* What you have to do
The records that follow are to be transcribed in full, without their images.

[Collected data]
___

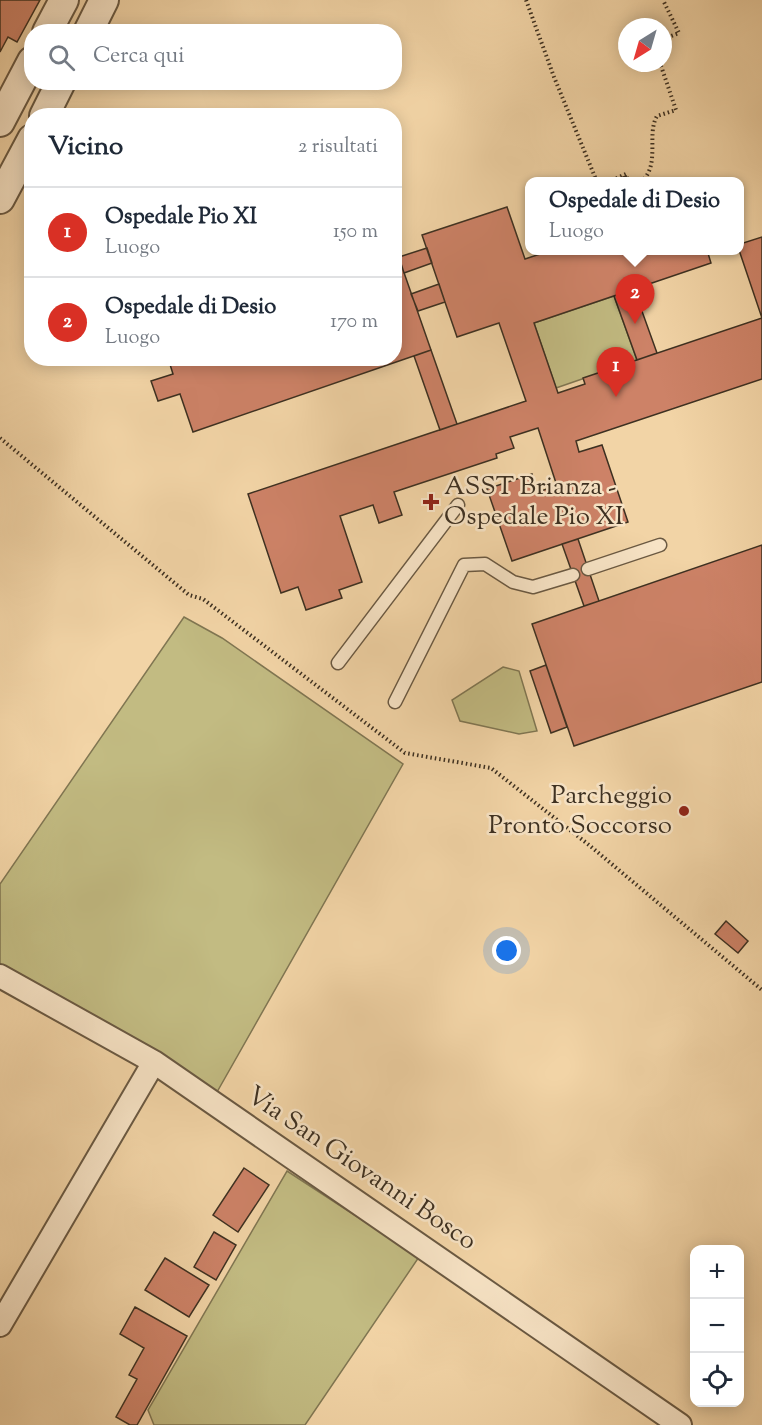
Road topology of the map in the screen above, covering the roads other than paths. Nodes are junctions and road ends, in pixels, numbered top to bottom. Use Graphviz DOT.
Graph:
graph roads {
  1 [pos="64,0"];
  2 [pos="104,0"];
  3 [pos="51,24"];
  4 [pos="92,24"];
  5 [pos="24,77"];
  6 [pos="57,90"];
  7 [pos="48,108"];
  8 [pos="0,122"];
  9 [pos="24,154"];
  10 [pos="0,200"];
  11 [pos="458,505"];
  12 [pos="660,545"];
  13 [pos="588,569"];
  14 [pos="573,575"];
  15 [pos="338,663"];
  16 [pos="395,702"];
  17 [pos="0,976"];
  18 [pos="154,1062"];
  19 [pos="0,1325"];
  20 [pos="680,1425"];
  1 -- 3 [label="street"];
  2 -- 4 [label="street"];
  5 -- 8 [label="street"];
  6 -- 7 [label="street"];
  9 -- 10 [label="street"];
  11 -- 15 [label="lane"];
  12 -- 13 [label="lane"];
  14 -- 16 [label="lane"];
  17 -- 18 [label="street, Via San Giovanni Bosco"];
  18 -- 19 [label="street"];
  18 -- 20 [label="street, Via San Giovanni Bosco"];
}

___

* Result of the task
Road topology of the map in the screen above, covering the roads other than paths. Nodes are junctions and road ends, in pixels, numbered top to bottom. Use Graphviz DOT.
Graph:
graph roads {
  1 [pos="64,0"];
  2 [pos="104,0"];
  3 [pos="51,24"];
  4 [pos="92,24"];
  5 [pos="24,77"];
  6 [pos="57,90"];
  7 [pos="48,108"];
  8 [pos="0,122"];
  9 [pos="24,154"];
  10 [pos="0,200"];
  11 [pos="458,505"];
  12 [pos="660,545"];
  13 [pos="588,569"];
  14 [pos="573,575"];
  15 [pos="338,663"];
  16 [pos="395,702"];
  17 [pos="0,976"];
  18 [pos="154,1062"];
  19 [pos="0,1325"];
  20 [pos="680,1425"];
  1 -- 3 [label="street"];
  2 -- 4 [label="street"];
  5 -- 8 [label="street"];
  6 -- 7 [label="street"];
  9 -- 10 [label="street"];
  11 -- 15 [label="lane"];
  12 -- 13 [label="lane"];
  14 -- 16 [label="lane"];
  17 -- 18 [label="street, Via San Giovanni Bosco"];
  18 -- 19 [label="street"];
  18 -- 20 [label="street, Via San Giovanni Bosco"];
}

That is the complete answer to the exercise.